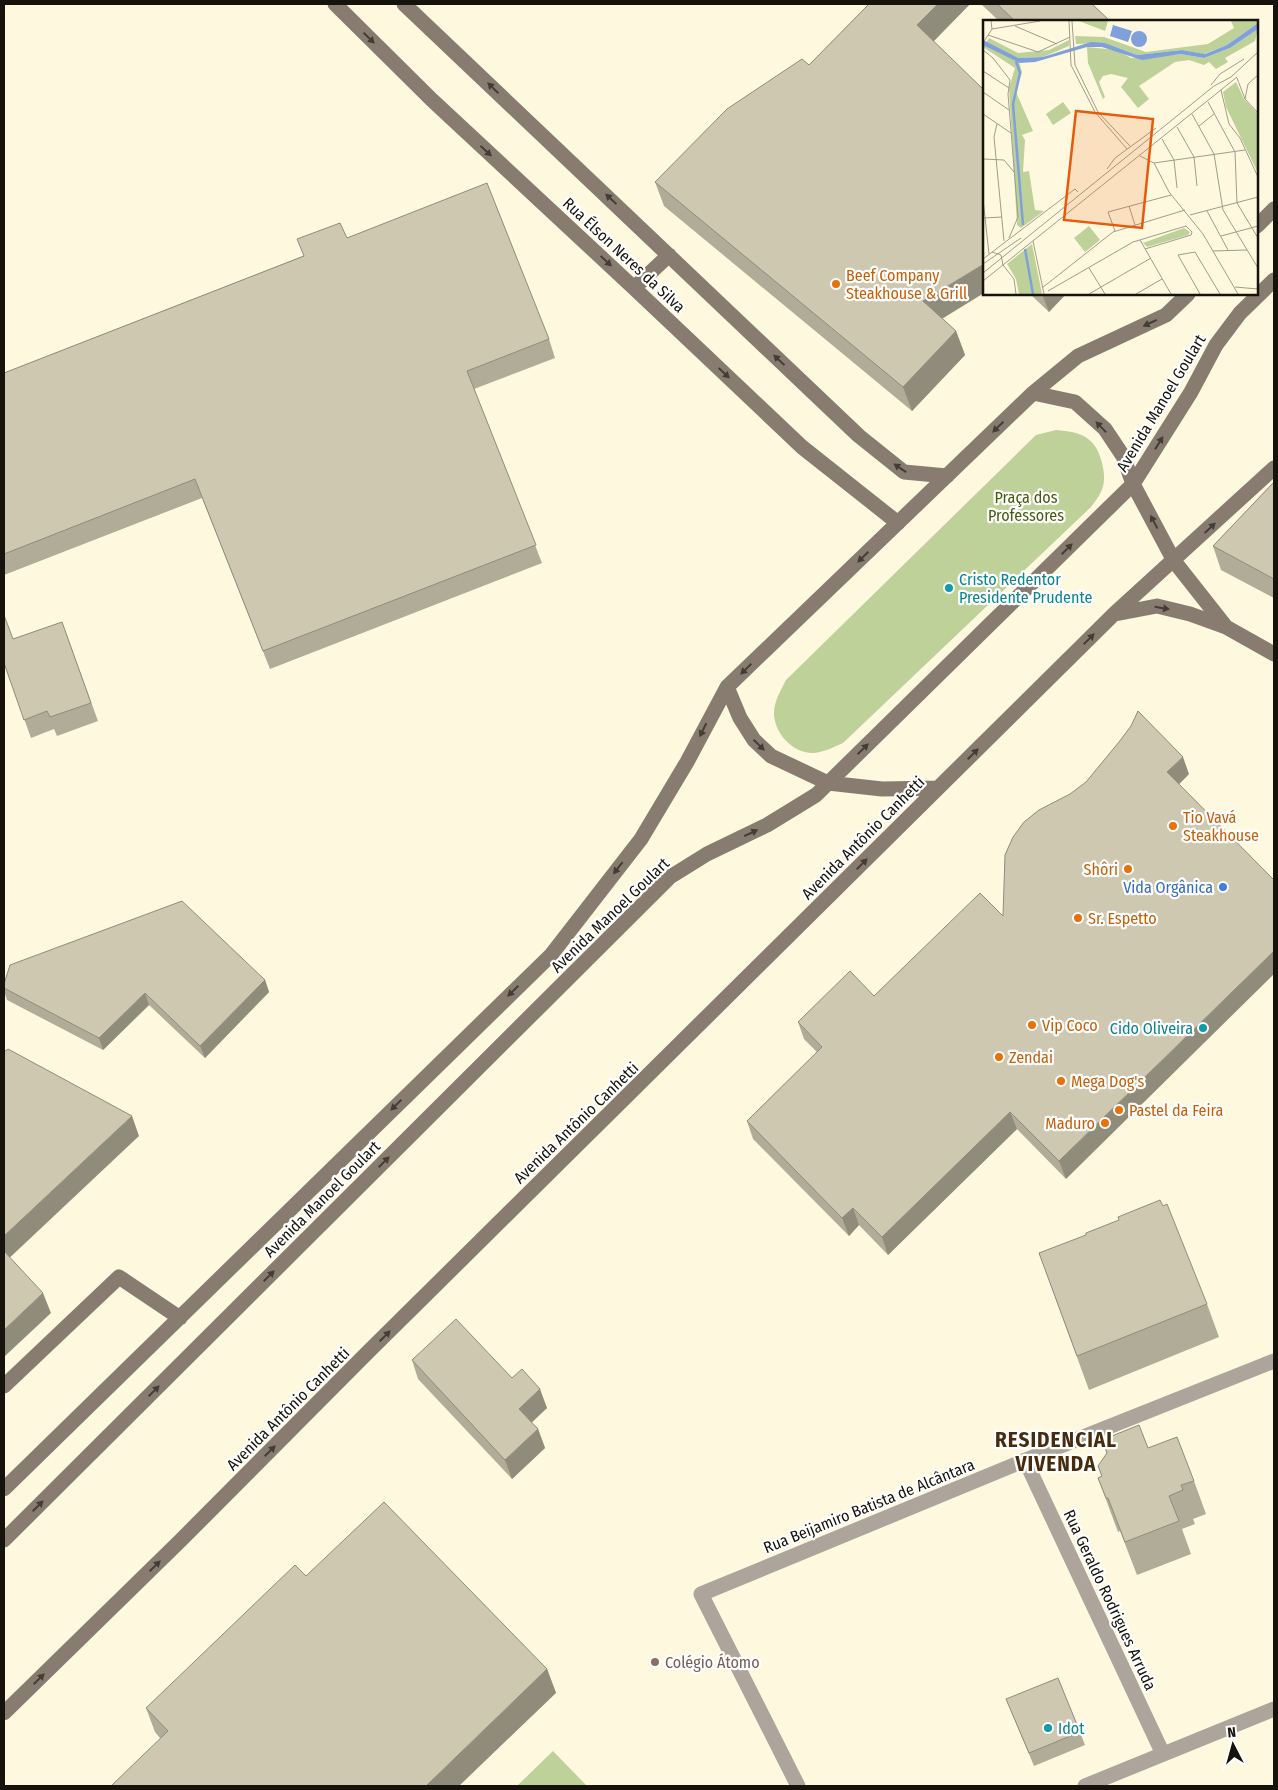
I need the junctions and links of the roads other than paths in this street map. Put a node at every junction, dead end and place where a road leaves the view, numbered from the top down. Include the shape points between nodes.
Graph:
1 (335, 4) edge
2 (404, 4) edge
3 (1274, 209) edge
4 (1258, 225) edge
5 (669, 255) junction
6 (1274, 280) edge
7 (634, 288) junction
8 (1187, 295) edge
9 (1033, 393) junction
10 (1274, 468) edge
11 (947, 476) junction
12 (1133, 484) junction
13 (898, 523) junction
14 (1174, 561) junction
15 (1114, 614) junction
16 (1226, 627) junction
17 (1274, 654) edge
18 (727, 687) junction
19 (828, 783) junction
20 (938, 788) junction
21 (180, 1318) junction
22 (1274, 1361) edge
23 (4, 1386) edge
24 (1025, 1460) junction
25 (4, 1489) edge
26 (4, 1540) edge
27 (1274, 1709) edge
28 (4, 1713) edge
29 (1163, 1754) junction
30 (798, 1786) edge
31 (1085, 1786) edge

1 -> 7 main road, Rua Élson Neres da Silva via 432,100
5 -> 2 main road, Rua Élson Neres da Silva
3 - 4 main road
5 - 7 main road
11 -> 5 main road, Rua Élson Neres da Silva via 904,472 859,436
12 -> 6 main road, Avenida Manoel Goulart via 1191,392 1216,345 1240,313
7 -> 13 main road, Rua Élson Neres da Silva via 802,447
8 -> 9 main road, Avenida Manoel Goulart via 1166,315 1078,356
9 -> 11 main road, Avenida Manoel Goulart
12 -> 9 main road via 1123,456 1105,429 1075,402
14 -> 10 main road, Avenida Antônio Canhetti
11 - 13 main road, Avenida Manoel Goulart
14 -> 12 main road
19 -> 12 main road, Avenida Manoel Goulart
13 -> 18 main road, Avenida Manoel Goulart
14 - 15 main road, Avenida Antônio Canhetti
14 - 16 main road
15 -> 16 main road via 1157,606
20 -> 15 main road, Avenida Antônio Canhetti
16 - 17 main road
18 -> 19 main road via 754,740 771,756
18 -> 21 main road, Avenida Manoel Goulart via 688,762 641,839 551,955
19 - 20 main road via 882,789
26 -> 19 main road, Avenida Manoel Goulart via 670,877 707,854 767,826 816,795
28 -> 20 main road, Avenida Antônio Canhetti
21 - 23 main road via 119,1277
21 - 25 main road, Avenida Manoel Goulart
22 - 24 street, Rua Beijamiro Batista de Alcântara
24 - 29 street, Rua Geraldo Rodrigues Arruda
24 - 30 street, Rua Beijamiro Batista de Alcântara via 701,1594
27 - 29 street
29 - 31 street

═══

**Exercise instructions**. Exclude the images and output the lines above exactly.

**Answer box**.
I need the junctions and links of the roads other than paths in this street map. Put a node at every junction, dead end and place where a road leaves the view, numbered from the top down. Include the shape points between nodes.
Graph:
1 (335, 4) edge
2 (404, 4) edge
3 (1274, 209) edge
4 (1258, 225) edge
5 (669, 255) junction
6 (1274, 280) edge
7 (634, 288) junction
8 (1187, 295) edge
9 (1033, 393) junction
10 (1274, 468) edge
11 (947, 476) junction
12 (1133, 484) junction
13 (898, 523) junction
14 (1174, 561) junction
15 (1114, 614) junction
16 (1226, 627) junction
17 (1274, 654) edge
18 (727, 687) junction
19 (828, 783) junction
20 (938, 788) junction
21 (180, 1318) junction
22 (1274, 1361) edge
23 (4, 1386) edge
24 (1025, 1460) junction
25 (4, 1489) edge
26 (4, 1540) edge
27 (1274, 1709) edge
28 (4, 1713) edge
29 (1163, 1754) junction
30 (798, 1786) edge
31 (1085, 1786) edge

1 -> 7 main road, Rua Élson Neres da Silva via 432,100
5 -> 2 main road, Rua Élson Neres da Silva
3 - 4 main road
5 - 7 main road
11 -> 5 main road, Rua Élson Neres da Silva via 904,472 859,436
12 -> 6 main road, Avenida Manoel Goulart via 1191,392 1216,345 1240,313
7 -> 13 main road, Rua Élson Neres da Silva via 802,447
8 -> 9 main road, Avenida Manoel Goulart via 1166,315 1078,356
9 -> 11 main road, Avenida Manoel Goulart
12 -> 9 main road via 1123,456 1105,429 1075,402
14 -> 10 main road, Avenida Antônio Canhetti
11 - 13 main road, Avenida Manoel Goulart
14 -> 12 main road
19 -> 12 main road, Avenida Manoel Goulart
13 -> 18 main road, Avenida Manoel Goulart
14 - 15 main road, Avenida Antônio Canhetti
14 - 16 main road
15 -> 16 main road via 1157,606
20 -> 15 main road, Avenida Antônio Canhetti
16 - 17 main road
18 -> 19 main road via 754,740 771,756
18 -> 21 main road, Avenida Manoel Goulart via 688,762 641,839 551,955
19 - 20 main road via 882,789
26 -> 19 main road, Avenida Manoel Goulart via 670,877 707,854 767,826 816,795
28 -> 20 main road, Avenida Antônio Canhetti
21 - 23 main road via 119,1277
21 - 25 main road, Avenida Manoel Goulart
22 - 24 street, Rua Beijamiro Batista de Alcântara
24 - 29 street, Rua Geraldo Rodrigues Arruda
24 - 30 street, Rua Beijamiro Batista de Alcântara via 701,1594
27 - 29 street
29 - 31 street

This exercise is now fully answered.